[Listed records Boundary: Start]

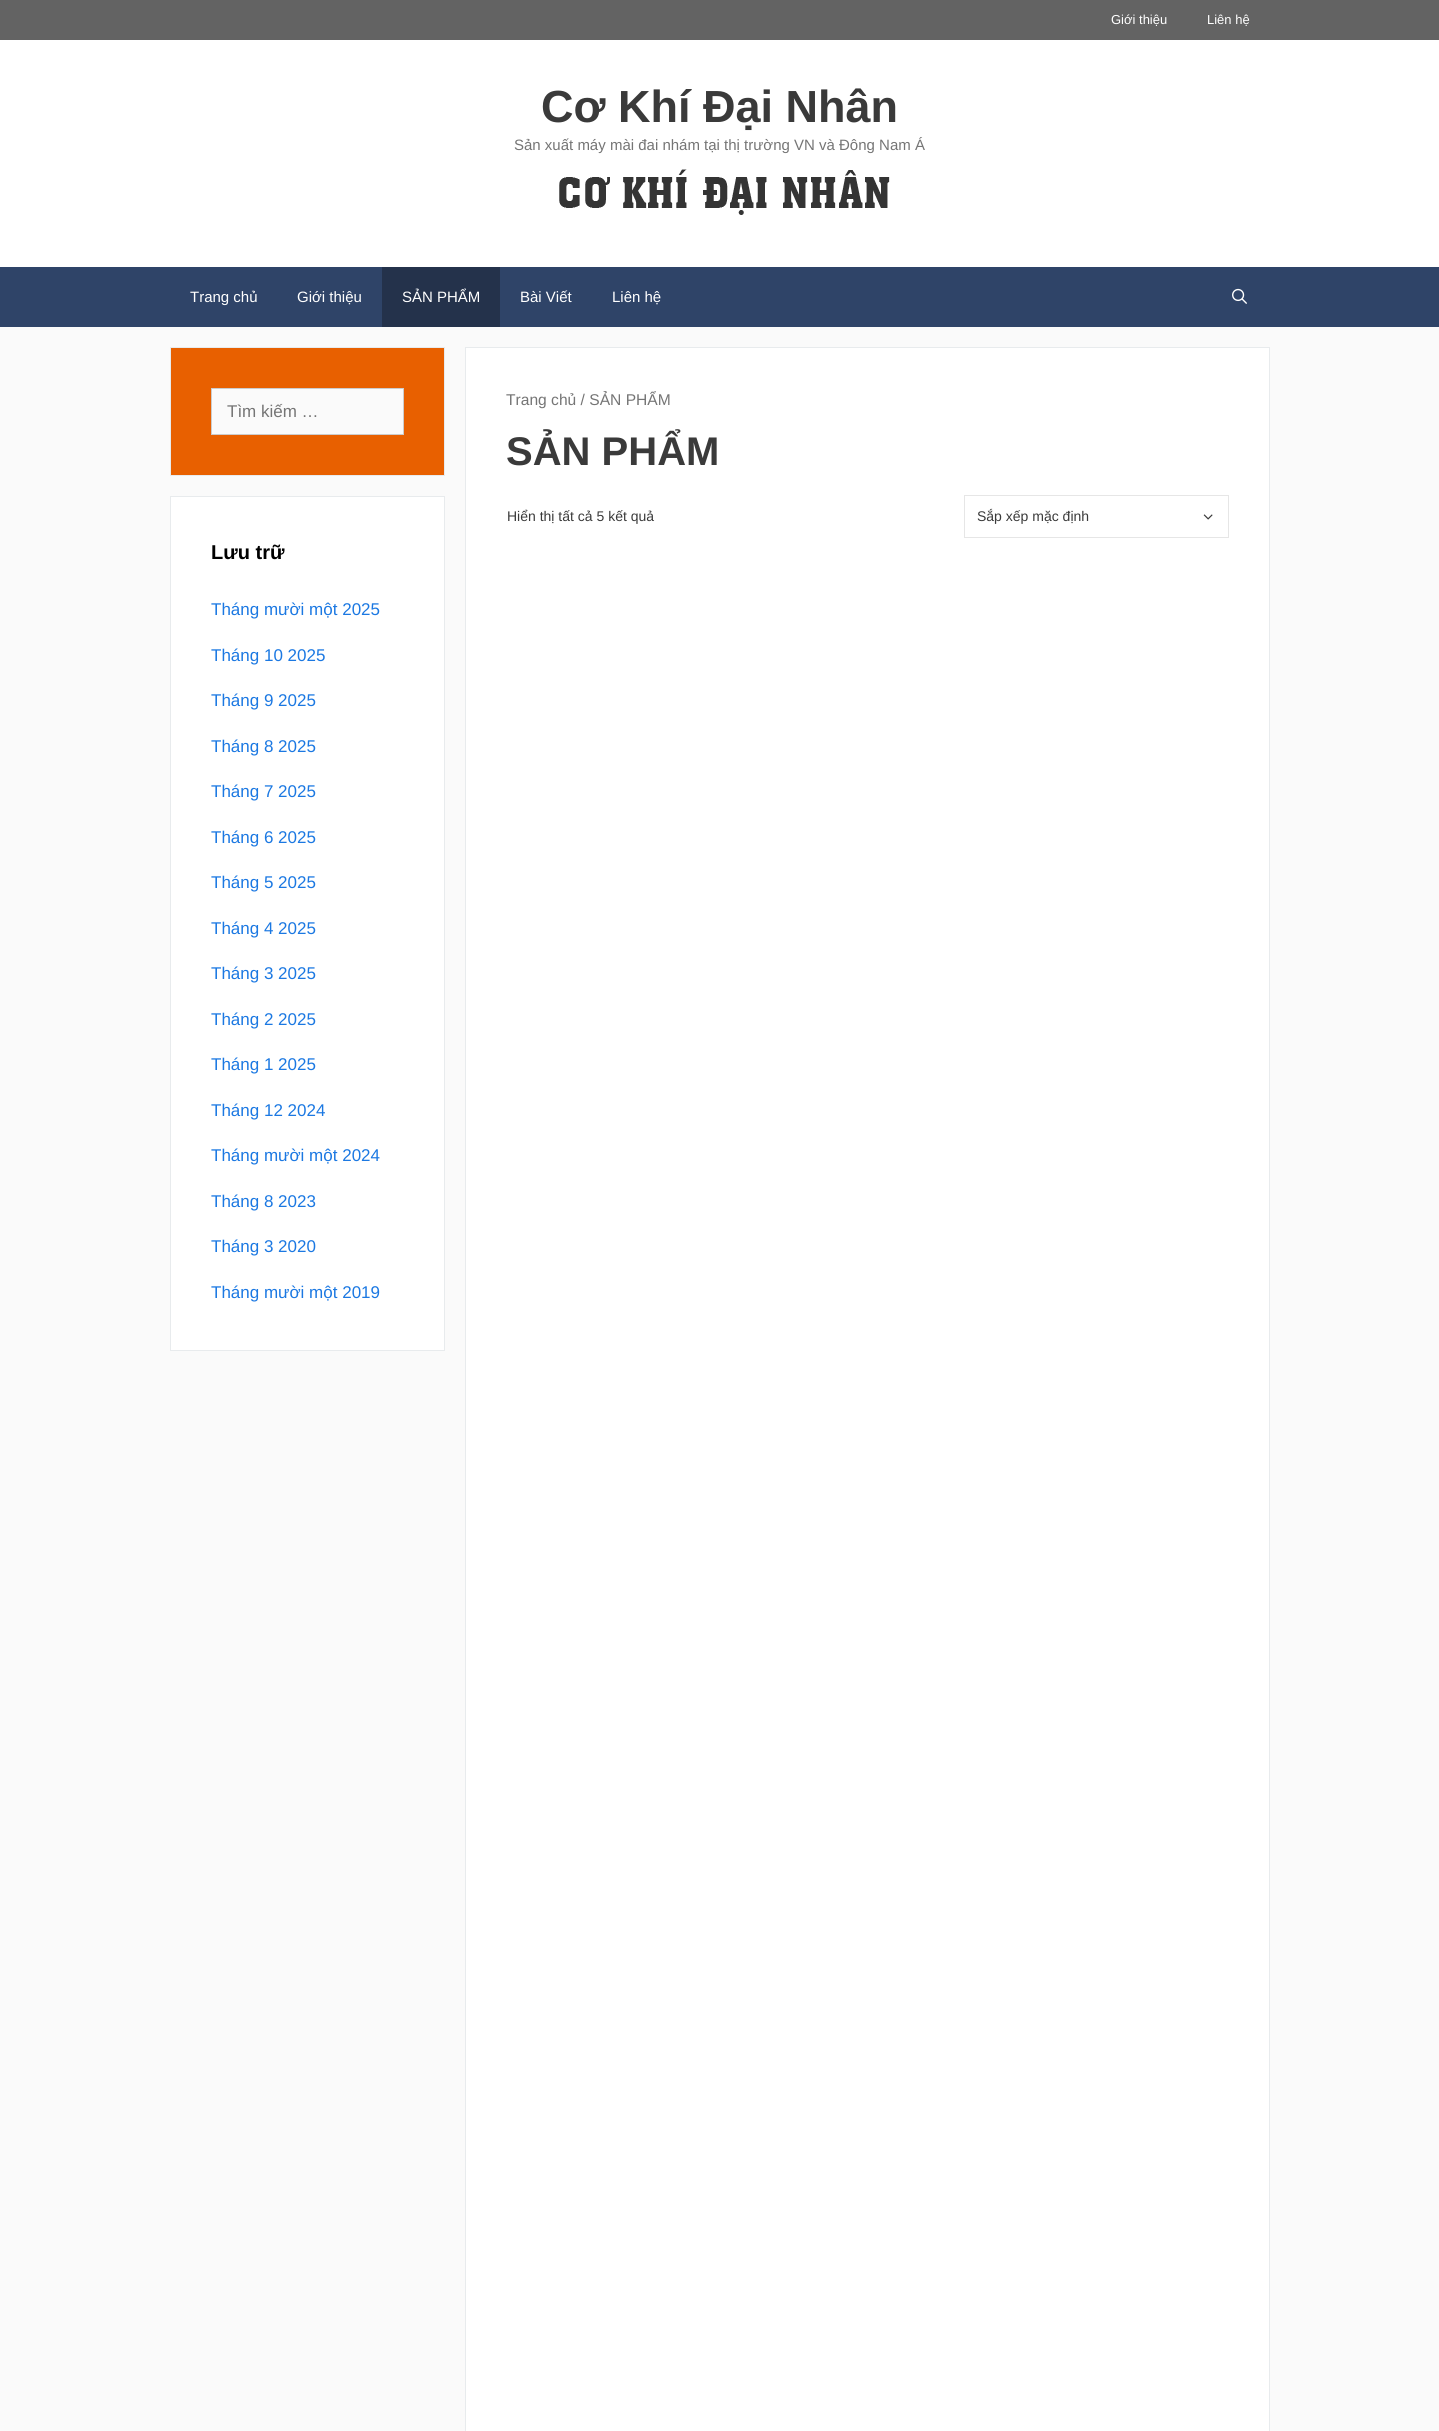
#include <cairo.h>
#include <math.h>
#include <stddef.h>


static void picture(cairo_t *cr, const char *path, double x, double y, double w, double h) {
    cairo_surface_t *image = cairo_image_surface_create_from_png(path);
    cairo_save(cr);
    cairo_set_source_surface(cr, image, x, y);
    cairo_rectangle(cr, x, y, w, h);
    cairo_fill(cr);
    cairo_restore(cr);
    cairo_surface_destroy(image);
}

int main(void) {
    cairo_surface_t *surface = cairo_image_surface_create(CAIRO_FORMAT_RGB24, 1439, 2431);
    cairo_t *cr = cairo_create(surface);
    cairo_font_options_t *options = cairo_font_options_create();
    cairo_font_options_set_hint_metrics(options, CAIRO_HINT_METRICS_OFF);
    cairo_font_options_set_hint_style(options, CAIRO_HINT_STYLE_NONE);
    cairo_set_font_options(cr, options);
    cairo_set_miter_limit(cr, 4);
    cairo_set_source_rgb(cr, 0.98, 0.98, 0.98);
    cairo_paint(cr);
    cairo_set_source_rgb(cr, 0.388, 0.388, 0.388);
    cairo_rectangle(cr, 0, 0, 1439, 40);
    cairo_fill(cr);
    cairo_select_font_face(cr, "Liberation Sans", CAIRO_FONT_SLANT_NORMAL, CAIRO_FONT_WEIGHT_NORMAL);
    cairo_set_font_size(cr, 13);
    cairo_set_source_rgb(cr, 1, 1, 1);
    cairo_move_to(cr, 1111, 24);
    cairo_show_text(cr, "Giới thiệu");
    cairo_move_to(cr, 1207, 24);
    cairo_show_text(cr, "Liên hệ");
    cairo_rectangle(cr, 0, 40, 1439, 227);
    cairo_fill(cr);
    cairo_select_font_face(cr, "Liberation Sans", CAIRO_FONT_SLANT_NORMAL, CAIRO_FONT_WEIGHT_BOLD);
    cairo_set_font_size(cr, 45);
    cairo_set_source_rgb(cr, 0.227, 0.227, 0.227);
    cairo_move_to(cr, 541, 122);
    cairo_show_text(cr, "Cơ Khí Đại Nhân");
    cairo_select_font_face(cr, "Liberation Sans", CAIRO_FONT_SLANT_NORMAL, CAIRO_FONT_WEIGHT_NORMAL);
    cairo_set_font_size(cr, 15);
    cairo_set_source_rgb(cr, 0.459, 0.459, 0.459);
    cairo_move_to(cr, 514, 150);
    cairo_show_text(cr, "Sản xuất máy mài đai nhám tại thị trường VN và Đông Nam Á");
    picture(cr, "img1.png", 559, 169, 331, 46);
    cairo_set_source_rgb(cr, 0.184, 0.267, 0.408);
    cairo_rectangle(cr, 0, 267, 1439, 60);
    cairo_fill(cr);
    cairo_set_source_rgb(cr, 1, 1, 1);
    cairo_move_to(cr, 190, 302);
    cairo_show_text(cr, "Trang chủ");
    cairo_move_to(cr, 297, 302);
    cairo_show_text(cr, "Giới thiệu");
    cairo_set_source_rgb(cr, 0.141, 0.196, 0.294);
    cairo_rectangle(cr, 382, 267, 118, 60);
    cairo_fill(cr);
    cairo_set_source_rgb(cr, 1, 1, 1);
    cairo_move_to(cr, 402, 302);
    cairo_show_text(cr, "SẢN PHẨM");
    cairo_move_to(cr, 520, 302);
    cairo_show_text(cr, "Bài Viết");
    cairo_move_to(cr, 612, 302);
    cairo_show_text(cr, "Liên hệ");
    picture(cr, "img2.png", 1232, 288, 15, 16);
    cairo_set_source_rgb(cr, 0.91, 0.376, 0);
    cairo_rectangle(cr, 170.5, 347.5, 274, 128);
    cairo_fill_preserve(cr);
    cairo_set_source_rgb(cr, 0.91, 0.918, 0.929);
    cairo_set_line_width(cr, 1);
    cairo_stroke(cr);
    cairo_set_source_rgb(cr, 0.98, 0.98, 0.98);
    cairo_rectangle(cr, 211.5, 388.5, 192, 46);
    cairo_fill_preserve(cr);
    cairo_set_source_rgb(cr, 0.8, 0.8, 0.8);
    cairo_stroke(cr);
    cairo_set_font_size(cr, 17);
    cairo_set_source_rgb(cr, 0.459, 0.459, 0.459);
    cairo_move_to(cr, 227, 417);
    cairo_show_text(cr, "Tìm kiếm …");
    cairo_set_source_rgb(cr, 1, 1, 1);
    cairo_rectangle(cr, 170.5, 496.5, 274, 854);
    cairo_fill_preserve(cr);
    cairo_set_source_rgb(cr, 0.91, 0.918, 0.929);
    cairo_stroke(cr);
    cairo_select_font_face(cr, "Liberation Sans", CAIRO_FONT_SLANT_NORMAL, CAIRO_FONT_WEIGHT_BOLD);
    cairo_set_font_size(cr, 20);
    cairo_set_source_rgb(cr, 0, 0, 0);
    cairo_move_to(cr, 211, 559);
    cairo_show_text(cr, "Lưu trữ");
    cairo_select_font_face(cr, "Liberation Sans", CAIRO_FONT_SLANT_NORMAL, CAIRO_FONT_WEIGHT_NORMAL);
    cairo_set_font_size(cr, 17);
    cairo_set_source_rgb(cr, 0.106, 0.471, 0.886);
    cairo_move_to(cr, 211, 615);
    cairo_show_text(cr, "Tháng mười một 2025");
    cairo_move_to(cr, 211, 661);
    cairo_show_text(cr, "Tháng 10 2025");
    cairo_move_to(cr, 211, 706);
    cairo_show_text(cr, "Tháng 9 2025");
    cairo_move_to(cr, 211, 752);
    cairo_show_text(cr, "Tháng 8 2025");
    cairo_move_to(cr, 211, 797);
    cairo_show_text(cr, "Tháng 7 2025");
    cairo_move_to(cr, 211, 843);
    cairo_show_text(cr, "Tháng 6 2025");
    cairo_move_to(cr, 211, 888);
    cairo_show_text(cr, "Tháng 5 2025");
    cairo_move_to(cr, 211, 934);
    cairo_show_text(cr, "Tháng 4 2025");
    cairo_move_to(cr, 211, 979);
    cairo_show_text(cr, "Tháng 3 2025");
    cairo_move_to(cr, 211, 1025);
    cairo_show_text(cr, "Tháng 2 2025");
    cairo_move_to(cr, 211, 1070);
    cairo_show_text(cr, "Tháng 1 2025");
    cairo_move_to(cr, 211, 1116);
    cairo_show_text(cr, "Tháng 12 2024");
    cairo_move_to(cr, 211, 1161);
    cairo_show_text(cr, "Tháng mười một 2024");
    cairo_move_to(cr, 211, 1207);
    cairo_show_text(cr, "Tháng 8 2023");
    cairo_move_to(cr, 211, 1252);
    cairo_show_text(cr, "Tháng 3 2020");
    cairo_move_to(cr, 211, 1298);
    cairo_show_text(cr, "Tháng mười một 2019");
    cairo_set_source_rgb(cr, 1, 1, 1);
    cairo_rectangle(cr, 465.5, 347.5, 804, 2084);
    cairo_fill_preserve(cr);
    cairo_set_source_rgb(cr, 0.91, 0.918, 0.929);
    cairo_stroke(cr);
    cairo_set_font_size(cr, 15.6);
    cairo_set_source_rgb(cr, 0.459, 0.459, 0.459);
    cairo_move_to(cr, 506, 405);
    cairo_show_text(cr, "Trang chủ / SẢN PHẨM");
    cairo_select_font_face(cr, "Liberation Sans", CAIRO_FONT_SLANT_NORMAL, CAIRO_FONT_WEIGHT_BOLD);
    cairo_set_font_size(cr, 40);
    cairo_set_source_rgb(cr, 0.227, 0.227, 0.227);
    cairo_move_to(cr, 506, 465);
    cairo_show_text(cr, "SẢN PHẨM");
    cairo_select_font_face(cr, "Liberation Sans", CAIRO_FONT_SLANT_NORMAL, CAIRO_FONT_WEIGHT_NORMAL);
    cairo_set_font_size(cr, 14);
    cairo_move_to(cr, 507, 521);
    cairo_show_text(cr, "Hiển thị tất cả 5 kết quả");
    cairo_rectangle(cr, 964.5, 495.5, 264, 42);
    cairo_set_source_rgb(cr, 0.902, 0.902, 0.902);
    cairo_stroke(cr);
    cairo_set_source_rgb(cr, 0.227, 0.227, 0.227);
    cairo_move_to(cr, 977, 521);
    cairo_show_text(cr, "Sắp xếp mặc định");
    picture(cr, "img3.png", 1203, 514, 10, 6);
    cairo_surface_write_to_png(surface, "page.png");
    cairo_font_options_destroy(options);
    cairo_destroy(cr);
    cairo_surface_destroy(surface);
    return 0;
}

[Listed records Boundary: End]
[Listed records Boundary: Start]

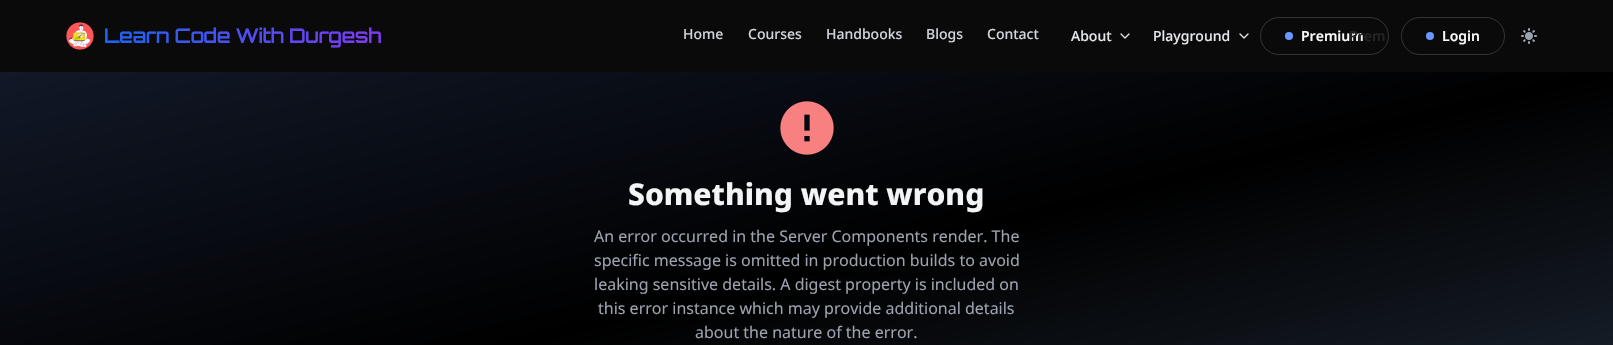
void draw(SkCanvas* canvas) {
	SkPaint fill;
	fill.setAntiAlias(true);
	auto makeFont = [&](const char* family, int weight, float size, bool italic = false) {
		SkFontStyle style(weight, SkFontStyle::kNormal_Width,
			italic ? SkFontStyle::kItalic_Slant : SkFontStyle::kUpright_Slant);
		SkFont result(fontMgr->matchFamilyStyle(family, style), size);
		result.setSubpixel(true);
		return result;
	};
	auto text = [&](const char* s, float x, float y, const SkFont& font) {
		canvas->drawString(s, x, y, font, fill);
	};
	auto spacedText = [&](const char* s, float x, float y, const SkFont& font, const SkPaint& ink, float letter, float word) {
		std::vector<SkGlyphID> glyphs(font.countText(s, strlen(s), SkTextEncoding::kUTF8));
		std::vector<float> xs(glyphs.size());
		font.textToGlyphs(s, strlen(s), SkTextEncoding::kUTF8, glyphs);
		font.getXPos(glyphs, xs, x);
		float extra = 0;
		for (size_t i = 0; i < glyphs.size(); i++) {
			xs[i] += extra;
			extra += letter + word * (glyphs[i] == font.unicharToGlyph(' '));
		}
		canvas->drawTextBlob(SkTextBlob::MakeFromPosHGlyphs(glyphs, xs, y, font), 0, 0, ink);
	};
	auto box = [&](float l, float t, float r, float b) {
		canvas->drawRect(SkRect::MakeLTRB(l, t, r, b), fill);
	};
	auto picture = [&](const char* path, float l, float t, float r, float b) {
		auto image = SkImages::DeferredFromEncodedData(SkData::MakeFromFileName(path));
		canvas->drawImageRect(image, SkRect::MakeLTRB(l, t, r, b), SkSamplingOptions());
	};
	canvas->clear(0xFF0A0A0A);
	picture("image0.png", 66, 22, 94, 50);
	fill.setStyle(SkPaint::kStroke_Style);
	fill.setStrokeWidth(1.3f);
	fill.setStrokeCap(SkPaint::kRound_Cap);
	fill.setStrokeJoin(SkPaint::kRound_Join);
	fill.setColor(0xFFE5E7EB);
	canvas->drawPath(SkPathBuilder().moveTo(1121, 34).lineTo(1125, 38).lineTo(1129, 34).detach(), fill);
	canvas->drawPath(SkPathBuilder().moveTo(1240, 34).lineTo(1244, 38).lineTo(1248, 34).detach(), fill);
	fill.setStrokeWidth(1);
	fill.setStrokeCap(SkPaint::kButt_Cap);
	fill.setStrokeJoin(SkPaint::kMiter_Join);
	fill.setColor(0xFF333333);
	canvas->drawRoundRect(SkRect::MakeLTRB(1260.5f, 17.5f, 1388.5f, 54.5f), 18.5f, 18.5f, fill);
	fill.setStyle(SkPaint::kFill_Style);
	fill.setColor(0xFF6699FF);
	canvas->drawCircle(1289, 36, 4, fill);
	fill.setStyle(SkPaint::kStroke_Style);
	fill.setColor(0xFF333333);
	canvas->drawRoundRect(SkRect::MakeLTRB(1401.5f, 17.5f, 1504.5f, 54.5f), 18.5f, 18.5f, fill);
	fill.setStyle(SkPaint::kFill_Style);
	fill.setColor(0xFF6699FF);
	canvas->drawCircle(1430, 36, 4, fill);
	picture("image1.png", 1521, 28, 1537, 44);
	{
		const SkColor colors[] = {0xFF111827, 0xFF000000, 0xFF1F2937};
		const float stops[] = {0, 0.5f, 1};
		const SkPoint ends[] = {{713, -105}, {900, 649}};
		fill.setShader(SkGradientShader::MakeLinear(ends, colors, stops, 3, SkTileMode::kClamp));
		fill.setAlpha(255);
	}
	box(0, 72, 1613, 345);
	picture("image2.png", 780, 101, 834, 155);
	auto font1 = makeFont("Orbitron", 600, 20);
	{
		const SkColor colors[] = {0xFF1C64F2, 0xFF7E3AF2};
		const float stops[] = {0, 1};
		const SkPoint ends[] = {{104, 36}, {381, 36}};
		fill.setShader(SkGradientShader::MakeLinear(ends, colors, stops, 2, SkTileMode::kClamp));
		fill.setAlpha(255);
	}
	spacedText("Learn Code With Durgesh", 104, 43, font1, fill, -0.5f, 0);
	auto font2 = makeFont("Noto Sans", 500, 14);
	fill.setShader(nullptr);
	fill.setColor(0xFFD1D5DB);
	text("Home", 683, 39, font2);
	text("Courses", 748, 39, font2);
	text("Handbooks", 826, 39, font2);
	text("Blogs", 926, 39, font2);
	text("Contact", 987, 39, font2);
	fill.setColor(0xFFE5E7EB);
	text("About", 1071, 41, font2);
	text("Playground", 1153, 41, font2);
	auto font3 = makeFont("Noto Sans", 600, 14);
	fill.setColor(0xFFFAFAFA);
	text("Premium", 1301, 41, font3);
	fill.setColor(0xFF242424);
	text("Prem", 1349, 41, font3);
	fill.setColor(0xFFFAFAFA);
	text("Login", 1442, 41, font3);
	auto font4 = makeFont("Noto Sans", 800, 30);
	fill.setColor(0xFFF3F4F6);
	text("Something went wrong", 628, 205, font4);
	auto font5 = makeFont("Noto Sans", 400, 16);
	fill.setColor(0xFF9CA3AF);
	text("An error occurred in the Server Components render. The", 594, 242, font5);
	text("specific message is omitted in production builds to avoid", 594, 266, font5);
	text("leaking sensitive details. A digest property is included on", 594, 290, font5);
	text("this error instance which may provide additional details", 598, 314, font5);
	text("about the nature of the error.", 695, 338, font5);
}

[Listed records Boundary: End]

* _What this task involves_: Working from the entries above, return all lines that contain "word".

* _Worked solution_:
	auto spacedText = [&](const char* s, float x, float y, const SkFont& font, const SkPaint& ink, float letter, float word) {
			extra += letter + word * (glyphs[i] == font.unicharToGlyph(' '));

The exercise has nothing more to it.